(171c) Distillation in the Pharmaceutical Industry | AIChE

(171c) Distillation in the Pharmaceutical Industry

Authors 

Galan, R. - Presenter, Astrazeneca
Distillation in the pharmaceutical industry

Distillation is the process of separating the components or substances from a liquid mixture by selective boiling and condensation to increase the concentration of selected components of the mixture. The process exploits differences in the volatility of the mixture's components and this physical separation makes distillation a unit operation of practically universal importance.

Distillation plays an important role in the pharmaceutical industry where single stage batch distillations are frequently used and not the multistage distillation in columns studied at university. Distillation can be operated in batch or continuous modes, in single or multiple steps (put and take), and can be run for a variety of objectives: separation, solvent swap, drying from water, purification from volatile or non-volatile impurities and crystallization.

Distillation within the pharma industry is often used to solvent swap because the reaction solvent is usually different to the crystallization solvent or to concentrate a solution before crystallization. They offer many challenges, the environment of the Active Pharmaceutical Ingredient (API) and intermediates need to be controlled and the solubility limits known, impurity formation needs to be restricted by controlling the temperature and distillation time. Also, it is important to consider that dissolved species can affect phase equilibria.

Distillation can achieve different results depending on the conditions and equipment selected. There are a range of equipment and operating choices used at production and laboratory scale but often these are limited by the constraints from the chemistry involved. Phase equilibria is independent of scale, but other factors such as heat losses, vacuum or minimum and maximum stir volume are not. Distillation times can be increased considerably on plant, therefore it is difficult to scale up using experimental information. Phase diagram understanding is fundamental for distillation and simulations help in the decision-making process for optimal conditions and process specific requirements.

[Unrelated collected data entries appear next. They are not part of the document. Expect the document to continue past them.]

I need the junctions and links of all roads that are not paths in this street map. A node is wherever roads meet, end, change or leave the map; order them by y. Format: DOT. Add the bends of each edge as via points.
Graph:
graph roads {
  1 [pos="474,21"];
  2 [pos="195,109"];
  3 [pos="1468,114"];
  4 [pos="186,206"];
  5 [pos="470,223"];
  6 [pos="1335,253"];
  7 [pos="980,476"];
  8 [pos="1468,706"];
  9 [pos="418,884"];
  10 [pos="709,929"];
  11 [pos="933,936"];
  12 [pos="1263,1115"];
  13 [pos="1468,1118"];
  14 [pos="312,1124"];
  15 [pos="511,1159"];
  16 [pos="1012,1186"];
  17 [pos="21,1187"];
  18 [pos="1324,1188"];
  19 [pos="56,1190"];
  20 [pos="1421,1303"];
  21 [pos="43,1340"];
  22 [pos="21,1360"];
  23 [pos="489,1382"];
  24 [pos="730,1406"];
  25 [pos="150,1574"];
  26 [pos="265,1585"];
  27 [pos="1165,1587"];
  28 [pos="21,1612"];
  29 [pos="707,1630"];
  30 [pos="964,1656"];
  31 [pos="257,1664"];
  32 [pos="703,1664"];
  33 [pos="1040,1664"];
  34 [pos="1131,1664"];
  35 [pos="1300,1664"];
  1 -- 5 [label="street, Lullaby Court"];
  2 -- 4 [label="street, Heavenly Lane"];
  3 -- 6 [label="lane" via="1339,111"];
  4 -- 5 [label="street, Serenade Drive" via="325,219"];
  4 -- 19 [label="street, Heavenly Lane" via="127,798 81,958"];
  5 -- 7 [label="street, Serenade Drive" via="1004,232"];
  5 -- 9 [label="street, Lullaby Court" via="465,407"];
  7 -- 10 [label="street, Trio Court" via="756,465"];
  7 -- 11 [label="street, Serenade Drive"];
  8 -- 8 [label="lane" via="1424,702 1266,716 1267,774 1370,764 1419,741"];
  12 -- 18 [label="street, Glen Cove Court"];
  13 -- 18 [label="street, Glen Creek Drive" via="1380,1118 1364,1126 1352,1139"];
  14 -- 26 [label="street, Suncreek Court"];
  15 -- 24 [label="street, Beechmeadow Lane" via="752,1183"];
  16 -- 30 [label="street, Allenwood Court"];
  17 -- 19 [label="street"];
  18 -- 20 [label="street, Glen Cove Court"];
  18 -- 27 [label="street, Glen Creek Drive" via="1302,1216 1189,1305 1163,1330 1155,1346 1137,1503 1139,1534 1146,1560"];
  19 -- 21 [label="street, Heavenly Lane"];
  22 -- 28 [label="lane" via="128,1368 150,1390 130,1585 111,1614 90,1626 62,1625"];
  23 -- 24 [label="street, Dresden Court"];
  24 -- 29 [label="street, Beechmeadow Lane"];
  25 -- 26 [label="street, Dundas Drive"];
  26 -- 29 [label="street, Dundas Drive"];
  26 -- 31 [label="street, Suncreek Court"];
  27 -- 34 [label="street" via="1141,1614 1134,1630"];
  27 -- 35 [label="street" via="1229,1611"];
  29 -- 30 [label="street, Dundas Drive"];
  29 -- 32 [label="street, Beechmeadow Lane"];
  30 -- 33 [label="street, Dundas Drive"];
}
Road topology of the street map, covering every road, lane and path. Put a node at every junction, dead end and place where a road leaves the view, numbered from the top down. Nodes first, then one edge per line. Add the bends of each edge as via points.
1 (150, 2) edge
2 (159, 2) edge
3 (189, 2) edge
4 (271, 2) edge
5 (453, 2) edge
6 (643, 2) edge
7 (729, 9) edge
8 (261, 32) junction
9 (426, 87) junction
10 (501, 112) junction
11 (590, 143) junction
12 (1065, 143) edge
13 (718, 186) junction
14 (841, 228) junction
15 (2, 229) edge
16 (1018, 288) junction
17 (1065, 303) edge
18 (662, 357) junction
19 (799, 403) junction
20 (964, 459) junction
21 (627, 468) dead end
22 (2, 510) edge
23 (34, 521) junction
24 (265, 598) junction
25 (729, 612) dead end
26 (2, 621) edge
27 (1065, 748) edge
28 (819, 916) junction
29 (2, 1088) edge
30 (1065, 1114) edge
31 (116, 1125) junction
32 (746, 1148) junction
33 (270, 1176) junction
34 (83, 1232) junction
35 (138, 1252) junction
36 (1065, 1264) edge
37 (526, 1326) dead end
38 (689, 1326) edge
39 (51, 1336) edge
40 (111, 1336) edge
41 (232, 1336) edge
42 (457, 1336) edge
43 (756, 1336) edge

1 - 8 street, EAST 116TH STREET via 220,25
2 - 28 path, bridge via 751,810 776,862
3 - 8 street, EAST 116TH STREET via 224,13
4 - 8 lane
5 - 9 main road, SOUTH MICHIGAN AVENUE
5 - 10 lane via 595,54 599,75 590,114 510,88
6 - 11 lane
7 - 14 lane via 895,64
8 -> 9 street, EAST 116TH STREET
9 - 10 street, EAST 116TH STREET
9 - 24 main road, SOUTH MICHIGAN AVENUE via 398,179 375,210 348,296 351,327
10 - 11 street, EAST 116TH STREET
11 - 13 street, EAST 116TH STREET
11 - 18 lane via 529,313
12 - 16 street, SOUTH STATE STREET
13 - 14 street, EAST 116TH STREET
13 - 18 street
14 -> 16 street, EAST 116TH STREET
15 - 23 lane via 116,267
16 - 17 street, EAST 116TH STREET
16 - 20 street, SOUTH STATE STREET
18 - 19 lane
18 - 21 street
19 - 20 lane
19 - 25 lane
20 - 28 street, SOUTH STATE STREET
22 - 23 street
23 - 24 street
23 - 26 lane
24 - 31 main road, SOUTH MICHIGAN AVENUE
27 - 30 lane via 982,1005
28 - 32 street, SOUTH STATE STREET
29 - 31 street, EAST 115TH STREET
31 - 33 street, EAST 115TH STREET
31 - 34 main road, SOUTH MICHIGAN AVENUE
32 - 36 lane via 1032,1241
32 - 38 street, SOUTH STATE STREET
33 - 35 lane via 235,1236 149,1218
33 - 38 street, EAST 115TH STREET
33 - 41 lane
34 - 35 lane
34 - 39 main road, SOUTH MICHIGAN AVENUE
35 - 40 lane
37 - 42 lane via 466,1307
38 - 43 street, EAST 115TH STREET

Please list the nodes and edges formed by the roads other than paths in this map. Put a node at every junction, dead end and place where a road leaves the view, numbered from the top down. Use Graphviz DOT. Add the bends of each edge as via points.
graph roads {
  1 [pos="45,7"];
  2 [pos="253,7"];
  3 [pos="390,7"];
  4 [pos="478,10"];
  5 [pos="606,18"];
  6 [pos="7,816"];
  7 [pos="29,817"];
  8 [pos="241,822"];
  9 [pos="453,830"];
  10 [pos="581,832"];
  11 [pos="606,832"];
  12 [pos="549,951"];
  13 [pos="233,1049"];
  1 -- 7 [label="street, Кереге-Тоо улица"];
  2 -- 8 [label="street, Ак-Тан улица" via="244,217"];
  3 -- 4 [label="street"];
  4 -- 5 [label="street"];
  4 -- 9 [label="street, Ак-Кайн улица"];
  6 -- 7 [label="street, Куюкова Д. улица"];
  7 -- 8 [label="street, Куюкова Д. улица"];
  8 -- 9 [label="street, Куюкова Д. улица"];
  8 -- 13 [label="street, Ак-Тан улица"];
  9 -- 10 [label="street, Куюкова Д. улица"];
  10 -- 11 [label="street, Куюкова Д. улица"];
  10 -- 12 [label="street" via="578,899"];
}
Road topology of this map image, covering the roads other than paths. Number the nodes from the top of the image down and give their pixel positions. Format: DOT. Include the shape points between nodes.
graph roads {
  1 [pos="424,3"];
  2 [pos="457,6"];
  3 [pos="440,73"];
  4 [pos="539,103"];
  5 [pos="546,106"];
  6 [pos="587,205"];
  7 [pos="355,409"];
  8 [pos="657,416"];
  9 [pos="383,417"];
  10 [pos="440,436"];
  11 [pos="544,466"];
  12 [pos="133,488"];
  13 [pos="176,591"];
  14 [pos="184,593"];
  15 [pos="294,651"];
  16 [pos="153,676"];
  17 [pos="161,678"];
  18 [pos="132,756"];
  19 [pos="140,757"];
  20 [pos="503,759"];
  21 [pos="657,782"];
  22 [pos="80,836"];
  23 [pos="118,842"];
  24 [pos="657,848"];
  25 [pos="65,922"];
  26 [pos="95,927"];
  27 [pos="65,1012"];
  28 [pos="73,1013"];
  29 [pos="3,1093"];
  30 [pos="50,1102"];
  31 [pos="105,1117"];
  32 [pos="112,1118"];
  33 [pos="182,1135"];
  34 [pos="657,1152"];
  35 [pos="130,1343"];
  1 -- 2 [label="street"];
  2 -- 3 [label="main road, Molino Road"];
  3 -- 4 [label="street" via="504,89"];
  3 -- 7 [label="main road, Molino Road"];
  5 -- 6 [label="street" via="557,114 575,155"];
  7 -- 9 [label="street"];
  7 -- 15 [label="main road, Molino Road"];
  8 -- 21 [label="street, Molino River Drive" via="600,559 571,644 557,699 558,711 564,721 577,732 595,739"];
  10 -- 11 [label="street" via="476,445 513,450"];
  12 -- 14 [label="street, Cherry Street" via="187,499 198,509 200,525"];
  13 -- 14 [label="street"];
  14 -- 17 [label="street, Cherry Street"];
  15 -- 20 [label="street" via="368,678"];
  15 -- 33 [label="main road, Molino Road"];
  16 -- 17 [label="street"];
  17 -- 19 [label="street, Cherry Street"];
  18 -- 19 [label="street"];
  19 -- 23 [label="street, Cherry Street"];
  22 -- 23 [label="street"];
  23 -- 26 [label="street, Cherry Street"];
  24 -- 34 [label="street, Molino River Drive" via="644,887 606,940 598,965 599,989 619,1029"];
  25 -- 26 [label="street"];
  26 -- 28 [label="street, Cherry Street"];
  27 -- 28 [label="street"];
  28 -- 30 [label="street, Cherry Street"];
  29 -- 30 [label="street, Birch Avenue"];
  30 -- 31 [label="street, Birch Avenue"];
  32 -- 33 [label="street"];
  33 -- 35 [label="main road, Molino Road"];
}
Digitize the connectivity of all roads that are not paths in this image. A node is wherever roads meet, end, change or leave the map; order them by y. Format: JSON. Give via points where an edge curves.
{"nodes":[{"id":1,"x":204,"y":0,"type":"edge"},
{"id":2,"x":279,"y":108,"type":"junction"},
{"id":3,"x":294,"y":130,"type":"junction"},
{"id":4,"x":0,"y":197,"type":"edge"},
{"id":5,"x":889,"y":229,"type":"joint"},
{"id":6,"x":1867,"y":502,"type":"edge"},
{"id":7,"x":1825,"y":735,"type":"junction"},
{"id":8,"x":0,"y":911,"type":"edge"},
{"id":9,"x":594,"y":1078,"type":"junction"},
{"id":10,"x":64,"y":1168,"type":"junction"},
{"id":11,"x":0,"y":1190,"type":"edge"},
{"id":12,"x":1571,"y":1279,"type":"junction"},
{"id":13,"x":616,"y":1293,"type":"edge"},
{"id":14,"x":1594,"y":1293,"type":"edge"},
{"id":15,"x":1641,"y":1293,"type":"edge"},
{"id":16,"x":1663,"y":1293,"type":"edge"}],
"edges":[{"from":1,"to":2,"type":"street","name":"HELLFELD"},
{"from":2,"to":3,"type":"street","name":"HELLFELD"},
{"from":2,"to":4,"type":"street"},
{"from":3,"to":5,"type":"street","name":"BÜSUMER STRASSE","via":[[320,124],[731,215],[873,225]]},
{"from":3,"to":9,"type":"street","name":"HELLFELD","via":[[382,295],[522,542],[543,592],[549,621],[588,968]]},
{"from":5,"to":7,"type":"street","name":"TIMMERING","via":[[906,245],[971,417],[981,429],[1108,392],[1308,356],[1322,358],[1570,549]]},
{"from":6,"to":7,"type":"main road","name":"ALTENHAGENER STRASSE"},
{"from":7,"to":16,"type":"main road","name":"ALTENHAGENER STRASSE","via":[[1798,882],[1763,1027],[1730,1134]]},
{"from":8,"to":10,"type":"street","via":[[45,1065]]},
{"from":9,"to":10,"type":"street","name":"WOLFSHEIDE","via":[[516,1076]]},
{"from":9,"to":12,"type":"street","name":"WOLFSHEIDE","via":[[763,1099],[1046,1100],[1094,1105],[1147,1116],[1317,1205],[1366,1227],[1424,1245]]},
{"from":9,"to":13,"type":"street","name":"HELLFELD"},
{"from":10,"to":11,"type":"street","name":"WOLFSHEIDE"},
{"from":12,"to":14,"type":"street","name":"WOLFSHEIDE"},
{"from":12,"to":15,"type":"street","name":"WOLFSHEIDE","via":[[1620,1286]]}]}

As an API moves through development, the scale and site of manufacture is subject to change. Understanding distillation and de-risking this operation by analysing the impact of different parameters such as pressure and equipment capability is fundamental in the technical transfer process. An overview on this fundamental unit operation focussing on different case studies showing continuous distillation, crystallization distillation and process optimisation through simulations will be given showing distillation lessons learn from the past and learnings for the future.

One case study will show a solvent swap simulated with Aspen Properties & Batch Modeller and demonstrate how modelling led to an improved process reducing both cost and environmental burden

Another case study will show how a put and take distillation which led to product oiling / gumming, was changed to a constant volume operation significantly improving robustness and product quality.